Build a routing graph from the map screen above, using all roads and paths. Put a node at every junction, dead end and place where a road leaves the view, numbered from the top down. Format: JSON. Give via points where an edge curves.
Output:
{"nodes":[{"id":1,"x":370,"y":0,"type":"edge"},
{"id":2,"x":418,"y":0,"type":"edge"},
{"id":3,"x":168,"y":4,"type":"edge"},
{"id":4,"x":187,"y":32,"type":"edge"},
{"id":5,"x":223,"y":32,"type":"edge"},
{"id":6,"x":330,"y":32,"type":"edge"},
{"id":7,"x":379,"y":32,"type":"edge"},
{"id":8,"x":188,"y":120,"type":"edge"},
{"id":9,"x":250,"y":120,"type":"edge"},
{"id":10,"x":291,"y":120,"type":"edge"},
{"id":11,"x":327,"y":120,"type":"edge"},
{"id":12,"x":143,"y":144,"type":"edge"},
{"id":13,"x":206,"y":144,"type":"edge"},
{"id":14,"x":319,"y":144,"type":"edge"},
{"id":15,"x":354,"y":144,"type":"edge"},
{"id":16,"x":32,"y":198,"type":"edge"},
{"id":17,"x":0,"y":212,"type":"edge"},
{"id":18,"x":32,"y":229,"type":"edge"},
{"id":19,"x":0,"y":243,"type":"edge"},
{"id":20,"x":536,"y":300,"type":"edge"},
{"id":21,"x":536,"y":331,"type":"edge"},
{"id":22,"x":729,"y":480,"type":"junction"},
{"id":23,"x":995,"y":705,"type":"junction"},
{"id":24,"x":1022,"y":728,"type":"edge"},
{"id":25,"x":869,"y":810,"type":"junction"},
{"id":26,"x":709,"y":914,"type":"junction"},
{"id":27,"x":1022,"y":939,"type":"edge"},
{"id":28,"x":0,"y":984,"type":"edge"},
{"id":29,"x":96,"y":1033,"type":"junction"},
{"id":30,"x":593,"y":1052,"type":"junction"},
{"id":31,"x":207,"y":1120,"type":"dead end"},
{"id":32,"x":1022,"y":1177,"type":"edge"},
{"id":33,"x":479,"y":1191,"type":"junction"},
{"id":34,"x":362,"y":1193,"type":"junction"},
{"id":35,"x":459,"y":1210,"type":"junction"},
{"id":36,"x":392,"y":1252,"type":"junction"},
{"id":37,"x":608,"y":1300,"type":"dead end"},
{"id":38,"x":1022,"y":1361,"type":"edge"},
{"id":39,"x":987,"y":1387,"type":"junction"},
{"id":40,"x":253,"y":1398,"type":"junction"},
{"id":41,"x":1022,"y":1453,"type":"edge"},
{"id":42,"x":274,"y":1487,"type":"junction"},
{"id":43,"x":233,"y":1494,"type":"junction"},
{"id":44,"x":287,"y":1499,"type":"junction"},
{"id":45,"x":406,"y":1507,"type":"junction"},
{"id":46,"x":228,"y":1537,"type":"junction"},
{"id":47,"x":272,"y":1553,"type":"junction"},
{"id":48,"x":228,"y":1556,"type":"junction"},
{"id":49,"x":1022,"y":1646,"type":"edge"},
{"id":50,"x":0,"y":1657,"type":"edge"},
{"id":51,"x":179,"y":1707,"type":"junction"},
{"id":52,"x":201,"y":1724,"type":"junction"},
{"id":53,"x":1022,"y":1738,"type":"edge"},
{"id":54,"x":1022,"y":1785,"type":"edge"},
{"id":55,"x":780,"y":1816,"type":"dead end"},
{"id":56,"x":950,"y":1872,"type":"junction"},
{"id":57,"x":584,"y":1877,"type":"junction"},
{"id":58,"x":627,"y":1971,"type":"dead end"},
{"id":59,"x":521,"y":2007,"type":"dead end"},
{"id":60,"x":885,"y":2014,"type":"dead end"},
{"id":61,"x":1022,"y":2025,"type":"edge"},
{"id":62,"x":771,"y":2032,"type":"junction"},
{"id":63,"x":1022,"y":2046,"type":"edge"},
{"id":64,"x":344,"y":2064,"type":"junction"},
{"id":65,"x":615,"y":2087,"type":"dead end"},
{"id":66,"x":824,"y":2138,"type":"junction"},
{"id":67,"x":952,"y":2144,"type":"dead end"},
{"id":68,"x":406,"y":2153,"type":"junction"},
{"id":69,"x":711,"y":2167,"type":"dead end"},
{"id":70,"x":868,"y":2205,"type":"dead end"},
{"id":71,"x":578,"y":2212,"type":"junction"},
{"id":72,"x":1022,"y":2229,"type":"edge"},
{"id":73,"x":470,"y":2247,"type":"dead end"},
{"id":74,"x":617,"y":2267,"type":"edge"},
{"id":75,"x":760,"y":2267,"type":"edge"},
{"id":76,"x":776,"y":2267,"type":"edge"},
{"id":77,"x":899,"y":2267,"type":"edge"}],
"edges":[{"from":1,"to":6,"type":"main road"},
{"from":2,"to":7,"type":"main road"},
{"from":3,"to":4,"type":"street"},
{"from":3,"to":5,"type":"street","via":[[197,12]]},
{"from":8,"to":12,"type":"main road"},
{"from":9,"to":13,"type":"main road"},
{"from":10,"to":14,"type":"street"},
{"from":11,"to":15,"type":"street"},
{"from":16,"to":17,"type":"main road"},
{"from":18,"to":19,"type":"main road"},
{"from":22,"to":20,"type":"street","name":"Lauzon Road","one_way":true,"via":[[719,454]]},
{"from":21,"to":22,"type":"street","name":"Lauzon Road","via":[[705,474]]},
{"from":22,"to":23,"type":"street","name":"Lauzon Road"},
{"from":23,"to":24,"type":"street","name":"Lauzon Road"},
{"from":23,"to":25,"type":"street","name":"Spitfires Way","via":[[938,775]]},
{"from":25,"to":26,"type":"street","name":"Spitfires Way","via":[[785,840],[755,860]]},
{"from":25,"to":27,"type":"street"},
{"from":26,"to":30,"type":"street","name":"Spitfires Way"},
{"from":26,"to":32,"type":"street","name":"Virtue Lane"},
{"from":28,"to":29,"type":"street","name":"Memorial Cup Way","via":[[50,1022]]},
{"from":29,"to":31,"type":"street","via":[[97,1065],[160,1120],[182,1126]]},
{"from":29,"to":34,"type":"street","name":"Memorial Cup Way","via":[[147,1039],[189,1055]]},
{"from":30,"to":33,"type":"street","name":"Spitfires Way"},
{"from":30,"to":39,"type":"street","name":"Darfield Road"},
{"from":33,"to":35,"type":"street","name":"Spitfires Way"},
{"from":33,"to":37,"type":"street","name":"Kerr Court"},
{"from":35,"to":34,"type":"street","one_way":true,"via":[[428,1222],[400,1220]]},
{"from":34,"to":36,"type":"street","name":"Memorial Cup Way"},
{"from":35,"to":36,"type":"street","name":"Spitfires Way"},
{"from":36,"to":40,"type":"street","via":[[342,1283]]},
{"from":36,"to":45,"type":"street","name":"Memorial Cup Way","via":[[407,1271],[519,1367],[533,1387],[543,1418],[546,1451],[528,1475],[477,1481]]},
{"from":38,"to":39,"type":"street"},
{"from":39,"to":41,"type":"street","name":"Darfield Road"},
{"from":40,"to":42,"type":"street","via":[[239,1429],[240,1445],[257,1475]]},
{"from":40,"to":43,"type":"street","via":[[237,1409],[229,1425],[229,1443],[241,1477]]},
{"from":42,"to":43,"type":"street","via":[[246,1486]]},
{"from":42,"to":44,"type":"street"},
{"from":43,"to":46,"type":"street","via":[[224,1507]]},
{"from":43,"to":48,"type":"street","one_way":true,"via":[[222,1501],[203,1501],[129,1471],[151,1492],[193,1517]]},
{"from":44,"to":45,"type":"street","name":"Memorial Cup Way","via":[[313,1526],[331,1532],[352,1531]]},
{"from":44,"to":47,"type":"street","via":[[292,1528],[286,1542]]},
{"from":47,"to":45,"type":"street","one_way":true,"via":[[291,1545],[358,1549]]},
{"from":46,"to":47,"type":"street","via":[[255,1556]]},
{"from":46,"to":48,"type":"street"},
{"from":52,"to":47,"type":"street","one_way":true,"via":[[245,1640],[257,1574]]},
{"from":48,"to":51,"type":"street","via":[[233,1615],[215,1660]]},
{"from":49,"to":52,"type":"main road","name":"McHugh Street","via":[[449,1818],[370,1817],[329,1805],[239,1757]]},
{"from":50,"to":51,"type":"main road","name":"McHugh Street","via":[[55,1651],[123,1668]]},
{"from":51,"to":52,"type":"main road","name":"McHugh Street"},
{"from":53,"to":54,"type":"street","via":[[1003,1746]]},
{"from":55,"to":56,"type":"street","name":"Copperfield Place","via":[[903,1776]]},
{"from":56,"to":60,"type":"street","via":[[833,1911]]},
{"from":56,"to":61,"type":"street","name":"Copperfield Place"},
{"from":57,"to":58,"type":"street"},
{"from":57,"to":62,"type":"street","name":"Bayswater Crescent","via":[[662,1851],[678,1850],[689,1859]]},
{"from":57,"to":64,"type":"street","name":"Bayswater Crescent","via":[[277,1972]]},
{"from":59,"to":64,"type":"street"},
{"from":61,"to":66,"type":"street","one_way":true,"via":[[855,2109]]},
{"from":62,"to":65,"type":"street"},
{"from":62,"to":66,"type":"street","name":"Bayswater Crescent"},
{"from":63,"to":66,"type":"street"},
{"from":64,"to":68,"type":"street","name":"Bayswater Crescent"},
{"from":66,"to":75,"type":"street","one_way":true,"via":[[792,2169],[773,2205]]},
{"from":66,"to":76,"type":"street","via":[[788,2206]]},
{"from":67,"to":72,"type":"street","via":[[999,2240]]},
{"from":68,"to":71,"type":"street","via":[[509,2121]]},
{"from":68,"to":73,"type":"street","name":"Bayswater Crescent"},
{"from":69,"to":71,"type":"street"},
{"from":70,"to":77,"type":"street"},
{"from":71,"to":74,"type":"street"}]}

______________________________

Please go through the data above and copy each line containing the word "Memorial".

{"from":28,"to":29,"type":"street","name":"Memorial Cup Way","via":[[50,1022]]},
{"from":29,"to":34,"type":"street","name":"Memorial Cup Way","via":[[147,1039],[189,1055]]},
{"from":34,"to":36,"type":"street","name":"Memorial Cup Way"},
{"from":36,"to":45,"type":"street","name":"Memorial Cup Way","via":[[407,1271],[519,1367],[533,1387],[543,1418],[546,1451],[528,1475],[477,1481]]},
{"from":44,"to":45,"type":"street","name":"Memorial Cup Way","via":[[313,1526],[331,1532],[352,1531]]},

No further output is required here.